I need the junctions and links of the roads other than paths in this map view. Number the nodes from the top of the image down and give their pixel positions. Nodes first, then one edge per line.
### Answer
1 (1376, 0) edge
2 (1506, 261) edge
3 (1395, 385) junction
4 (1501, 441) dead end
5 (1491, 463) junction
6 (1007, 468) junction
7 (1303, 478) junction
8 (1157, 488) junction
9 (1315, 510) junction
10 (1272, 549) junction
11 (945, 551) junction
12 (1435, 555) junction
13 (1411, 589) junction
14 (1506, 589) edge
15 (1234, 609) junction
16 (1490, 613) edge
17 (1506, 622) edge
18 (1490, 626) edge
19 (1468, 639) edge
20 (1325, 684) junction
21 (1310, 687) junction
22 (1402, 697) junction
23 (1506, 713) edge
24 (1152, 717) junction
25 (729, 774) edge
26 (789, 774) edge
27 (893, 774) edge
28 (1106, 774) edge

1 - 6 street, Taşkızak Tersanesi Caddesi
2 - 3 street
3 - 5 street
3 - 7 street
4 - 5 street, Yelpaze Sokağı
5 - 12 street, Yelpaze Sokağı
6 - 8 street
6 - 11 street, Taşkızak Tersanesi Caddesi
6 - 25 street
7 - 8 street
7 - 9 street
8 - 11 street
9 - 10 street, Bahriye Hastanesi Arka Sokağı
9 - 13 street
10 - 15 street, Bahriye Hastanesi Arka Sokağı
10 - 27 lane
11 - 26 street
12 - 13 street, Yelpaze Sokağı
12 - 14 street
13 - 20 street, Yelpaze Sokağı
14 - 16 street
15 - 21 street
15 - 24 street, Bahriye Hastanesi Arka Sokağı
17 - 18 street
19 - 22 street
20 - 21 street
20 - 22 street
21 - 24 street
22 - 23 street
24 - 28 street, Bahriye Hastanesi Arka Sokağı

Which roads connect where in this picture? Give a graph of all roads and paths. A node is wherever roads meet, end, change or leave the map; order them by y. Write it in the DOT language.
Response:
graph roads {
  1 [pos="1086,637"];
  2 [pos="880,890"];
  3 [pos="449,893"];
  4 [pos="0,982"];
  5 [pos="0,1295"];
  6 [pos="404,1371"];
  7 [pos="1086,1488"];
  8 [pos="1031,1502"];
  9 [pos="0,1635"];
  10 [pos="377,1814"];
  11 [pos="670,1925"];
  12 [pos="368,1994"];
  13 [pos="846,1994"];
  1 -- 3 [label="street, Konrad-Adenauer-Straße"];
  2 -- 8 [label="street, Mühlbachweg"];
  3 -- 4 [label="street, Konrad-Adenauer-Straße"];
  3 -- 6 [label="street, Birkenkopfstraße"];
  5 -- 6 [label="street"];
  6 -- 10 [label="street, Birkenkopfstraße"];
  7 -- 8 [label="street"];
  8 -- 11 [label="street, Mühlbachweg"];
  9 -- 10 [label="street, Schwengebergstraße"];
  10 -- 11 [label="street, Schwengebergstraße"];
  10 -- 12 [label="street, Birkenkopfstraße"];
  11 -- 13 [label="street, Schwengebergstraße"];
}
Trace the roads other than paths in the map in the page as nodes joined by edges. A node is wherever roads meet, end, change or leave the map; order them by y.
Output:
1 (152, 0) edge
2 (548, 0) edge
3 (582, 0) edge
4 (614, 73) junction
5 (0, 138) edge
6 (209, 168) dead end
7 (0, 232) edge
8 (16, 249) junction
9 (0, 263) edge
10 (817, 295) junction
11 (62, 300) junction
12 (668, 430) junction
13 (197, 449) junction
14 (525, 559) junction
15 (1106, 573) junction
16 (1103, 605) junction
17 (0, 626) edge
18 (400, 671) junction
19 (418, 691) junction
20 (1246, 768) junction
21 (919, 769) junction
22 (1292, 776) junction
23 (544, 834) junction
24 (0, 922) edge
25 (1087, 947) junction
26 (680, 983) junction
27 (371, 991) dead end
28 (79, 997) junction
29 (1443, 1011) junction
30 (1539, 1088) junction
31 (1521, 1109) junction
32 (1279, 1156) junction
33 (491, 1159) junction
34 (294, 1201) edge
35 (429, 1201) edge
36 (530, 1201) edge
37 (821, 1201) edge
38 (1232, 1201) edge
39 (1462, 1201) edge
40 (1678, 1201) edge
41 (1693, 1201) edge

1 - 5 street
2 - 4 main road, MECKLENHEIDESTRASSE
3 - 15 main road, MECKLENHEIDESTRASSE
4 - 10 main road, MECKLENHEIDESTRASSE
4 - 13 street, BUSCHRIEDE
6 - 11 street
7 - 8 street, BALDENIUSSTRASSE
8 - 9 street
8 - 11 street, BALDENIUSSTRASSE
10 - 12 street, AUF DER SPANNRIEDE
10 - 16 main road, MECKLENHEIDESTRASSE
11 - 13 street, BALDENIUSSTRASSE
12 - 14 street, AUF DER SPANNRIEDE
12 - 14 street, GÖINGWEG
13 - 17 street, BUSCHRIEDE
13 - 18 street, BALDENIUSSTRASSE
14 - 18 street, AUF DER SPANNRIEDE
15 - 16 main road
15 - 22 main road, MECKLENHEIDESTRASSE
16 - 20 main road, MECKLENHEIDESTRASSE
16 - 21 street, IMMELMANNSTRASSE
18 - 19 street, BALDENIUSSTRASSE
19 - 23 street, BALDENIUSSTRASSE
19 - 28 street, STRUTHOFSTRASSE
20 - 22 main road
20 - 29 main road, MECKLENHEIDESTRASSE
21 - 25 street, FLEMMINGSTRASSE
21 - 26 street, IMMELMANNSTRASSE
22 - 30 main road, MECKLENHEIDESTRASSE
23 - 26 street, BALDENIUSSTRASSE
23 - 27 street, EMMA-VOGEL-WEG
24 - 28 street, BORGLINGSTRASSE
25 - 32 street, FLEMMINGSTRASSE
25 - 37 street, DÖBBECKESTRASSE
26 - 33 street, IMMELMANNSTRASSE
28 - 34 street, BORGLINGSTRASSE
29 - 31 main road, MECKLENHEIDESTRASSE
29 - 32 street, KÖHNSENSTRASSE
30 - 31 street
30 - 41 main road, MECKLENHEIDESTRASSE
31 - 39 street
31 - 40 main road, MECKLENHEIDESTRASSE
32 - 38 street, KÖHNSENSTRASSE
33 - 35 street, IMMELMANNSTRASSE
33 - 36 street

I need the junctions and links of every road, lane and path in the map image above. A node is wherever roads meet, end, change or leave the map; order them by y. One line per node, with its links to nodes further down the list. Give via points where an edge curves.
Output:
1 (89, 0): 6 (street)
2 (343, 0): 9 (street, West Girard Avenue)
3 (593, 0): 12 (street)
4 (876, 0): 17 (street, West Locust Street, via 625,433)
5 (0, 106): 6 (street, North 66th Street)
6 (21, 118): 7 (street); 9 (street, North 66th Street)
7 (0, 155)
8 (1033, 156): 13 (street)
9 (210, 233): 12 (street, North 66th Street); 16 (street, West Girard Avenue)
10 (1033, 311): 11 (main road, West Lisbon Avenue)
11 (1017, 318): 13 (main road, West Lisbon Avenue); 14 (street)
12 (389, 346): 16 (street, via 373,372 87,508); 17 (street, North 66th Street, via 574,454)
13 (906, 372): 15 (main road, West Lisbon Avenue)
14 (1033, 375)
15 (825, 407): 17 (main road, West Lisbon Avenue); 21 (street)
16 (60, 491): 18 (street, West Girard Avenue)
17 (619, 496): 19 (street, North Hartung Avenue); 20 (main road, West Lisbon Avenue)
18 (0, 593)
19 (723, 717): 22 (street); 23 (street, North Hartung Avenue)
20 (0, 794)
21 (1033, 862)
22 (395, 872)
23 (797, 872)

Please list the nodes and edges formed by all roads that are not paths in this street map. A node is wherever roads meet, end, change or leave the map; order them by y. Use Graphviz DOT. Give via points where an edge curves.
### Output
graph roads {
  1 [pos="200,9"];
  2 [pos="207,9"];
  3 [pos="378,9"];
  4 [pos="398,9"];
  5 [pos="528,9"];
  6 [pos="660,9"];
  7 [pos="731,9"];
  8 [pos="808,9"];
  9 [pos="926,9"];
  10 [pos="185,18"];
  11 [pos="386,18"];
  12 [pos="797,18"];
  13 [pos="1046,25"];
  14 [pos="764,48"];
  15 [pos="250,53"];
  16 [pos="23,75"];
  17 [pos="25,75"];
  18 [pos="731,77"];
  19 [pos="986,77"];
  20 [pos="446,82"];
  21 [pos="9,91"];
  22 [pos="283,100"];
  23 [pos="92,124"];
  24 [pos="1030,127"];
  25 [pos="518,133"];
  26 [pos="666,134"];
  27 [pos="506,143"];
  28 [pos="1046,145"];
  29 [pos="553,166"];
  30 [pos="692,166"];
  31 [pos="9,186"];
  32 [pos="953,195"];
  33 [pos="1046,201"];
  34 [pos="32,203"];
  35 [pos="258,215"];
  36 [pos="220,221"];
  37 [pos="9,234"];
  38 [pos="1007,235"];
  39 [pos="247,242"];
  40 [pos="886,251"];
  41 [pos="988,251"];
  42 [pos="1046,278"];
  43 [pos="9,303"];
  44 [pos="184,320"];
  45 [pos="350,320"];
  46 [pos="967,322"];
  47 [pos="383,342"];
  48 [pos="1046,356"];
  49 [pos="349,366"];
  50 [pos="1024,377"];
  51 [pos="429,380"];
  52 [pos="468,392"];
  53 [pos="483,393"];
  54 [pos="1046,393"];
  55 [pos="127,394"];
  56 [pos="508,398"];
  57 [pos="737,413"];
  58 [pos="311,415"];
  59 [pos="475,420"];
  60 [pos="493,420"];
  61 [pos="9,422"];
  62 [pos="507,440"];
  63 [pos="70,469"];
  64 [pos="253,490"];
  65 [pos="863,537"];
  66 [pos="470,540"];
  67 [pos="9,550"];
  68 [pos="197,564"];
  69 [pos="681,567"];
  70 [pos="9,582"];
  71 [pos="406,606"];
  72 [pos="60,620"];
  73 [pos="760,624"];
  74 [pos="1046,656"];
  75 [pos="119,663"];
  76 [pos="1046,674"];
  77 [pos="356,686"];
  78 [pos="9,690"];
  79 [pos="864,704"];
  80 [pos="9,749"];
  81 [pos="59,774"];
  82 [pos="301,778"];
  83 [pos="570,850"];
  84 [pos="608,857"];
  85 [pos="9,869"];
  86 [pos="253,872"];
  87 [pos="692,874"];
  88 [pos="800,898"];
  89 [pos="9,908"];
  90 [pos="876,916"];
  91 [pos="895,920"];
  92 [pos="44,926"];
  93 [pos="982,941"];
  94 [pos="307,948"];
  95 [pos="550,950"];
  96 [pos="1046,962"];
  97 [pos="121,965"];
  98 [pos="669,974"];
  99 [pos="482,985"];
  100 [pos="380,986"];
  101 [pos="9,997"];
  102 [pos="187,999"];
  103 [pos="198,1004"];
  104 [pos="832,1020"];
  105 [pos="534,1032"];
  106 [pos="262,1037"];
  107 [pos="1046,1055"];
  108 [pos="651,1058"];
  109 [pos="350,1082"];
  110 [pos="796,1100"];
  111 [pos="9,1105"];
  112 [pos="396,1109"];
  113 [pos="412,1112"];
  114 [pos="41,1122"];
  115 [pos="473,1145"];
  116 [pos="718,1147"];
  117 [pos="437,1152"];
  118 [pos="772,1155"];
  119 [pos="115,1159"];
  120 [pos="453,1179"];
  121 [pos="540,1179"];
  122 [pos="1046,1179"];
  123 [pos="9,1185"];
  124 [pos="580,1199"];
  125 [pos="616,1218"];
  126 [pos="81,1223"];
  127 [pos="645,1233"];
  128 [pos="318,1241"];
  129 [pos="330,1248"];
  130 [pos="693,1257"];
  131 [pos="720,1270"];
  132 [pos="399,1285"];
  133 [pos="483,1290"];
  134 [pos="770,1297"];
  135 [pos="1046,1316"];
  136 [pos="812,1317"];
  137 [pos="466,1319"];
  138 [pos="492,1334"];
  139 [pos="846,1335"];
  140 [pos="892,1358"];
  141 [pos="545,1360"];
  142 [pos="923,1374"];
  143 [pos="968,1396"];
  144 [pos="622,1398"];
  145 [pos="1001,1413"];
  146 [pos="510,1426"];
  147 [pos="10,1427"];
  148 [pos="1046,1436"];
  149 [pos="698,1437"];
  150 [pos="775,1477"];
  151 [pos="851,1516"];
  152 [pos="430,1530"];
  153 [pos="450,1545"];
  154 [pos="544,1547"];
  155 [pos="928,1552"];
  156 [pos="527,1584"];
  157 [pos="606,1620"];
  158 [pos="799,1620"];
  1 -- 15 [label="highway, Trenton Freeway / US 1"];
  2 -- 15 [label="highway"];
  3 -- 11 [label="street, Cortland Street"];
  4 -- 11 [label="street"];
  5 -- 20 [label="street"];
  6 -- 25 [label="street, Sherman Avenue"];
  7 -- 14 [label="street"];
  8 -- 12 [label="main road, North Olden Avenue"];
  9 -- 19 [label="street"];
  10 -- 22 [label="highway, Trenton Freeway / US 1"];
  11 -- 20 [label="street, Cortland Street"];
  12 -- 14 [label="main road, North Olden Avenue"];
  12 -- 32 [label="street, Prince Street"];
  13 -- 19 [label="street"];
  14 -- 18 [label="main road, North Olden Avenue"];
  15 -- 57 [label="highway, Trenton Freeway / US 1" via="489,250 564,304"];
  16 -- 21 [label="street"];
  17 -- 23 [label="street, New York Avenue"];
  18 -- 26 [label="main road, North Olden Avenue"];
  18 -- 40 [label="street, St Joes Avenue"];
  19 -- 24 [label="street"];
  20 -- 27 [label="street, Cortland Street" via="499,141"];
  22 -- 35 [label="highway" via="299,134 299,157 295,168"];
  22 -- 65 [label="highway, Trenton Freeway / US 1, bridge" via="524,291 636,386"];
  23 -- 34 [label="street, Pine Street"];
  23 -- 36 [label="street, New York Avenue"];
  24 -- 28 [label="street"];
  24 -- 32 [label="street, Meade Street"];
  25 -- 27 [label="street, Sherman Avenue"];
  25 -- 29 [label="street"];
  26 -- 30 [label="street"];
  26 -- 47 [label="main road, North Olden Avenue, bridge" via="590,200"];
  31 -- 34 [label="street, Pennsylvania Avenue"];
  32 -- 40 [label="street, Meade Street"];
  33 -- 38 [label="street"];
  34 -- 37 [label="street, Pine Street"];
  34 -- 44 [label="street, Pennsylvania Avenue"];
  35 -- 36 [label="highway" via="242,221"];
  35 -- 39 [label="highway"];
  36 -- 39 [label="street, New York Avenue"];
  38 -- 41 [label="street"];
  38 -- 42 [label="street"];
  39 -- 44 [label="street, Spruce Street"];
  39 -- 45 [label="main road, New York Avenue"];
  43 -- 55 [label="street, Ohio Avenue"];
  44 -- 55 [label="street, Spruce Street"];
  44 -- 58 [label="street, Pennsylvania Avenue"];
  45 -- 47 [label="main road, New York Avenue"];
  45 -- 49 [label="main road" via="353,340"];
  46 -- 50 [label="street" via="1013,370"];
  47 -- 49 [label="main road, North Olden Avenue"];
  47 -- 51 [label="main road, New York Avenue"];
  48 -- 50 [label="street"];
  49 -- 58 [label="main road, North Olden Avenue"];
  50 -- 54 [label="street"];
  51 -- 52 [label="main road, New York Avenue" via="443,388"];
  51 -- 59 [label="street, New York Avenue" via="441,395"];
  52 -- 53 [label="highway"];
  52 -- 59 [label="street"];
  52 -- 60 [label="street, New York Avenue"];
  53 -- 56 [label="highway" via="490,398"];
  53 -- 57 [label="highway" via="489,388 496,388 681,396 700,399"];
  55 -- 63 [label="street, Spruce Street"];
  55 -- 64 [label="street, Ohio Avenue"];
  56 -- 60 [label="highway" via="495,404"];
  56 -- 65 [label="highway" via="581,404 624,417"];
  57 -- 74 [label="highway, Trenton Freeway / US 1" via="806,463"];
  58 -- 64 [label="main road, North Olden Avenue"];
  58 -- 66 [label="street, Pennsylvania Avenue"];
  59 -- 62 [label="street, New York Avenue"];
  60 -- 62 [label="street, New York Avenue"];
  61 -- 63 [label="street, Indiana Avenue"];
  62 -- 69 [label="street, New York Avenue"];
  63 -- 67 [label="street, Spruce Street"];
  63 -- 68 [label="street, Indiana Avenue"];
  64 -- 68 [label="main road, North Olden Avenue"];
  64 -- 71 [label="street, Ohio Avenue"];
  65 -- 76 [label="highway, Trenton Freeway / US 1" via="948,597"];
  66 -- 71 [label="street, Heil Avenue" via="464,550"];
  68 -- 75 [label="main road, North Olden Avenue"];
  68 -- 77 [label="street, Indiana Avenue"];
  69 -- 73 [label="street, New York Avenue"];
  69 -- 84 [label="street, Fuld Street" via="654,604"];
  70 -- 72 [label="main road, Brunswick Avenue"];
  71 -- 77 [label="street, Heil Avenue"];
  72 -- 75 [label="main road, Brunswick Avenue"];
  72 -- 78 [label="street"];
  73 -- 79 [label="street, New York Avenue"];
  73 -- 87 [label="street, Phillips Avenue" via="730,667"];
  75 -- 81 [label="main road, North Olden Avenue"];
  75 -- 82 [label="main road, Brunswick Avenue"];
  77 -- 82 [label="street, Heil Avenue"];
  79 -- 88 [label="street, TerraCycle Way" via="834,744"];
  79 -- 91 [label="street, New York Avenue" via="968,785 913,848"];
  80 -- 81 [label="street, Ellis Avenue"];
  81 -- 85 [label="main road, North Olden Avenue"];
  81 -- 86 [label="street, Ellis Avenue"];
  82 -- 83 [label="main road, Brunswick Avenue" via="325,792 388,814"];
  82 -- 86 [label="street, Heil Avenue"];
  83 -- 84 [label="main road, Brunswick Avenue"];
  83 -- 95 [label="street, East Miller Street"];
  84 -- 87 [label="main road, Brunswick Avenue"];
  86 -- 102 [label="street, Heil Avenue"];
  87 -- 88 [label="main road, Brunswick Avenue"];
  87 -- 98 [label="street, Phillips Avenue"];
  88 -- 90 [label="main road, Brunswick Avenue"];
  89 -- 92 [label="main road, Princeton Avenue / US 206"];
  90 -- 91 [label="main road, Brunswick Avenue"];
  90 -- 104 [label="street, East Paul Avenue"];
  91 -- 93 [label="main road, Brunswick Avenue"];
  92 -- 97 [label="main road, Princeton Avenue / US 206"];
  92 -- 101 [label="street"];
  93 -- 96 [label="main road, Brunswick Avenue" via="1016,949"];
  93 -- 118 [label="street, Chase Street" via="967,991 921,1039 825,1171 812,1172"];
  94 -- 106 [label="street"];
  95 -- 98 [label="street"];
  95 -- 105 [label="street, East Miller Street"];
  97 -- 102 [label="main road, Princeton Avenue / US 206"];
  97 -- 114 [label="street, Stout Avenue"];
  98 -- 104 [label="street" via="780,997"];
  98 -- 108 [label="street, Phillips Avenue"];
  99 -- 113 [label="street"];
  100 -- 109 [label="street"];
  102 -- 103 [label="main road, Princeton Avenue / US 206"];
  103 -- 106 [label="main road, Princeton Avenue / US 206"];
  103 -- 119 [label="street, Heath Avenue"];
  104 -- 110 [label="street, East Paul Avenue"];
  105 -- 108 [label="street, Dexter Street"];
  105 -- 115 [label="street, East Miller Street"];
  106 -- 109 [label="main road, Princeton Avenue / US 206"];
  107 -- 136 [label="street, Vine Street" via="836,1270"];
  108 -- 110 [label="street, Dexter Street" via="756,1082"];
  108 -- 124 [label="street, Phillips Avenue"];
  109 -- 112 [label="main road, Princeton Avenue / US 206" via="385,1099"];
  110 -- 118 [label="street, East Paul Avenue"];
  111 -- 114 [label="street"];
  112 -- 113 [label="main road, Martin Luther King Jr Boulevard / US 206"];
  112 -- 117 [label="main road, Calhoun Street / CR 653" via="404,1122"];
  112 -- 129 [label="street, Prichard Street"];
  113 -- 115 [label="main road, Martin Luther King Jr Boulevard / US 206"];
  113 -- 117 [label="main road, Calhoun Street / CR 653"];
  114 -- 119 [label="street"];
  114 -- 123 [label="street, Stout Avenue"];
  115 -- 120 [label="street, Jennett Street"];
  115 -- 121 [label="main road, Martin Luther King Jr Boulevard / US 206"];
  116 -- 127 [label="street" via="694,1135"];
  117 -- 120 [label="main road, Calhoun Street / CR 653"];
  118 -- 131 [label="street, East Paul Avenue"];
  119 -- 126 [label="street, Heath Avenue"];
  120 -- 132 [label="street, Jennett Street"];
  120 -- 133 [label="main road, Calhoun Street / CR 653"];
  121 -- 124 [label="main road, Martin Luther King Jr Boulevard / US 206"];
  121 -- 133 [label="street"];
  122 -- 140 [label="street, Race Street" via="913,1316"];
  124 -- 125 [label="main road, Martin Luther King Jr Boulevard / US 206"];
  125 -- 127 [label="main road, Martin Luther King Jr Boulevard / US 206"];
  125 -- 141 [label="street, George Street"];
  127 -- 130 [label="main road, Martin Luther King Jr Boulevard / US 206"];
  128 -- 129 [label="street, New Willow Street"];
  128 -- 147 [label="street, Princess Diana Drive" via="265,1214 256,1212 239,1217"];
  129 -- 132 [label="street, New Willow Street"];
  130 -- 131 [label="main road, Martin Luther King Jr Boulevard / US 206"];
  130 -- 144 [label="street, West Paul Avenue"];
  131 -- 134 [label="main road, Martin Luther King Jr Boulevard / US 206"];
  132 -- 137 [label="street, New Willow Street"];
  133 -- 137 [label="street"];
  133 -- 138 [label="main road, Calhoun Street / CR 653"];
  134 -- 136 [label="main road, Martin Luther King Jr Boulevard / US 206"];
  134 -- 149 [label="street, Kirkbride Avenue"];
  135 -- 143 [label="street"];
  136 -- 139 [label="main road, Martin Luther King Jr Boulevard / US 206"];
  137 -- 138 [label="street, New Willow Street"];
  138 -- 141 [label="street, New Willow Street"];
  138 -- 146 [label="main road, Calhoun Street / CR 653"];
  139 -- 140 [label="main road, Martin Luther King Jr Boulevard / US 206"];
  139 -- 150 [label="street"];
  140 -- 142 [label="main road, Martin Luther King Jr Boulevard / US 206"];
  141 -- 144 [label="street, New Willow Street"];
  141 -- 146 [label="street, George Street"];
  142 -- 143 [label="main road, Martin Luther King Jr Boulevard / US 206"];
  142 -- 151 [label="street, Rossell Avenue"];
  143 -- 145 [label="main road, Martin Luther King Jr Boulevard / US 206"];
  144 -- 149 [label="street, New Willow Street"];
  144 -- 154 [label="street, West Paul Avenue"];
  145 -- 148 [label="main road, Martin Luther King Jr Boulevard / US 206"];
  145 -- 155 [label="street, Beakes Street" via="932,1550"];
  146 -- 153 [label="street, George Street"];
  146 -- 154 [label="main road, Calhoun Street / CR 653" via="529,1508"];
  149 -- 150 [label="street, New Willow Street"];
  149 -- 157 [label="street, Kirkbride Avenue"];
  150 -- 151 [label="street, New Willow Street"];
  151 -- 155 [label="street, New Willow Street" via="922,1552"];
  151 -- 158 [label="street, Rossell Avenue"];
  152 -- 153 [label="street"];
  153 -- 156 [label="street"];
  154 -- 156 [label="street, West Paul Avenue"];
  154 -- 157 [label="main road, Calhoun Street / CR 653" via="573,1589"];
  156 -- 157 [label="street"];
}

ABOUT THIS EXERCISE
On how many lines of the material does the word "KÖHNSENSTRASSE" appear? Reply with the number alone.

SOLVED EXERCISE
2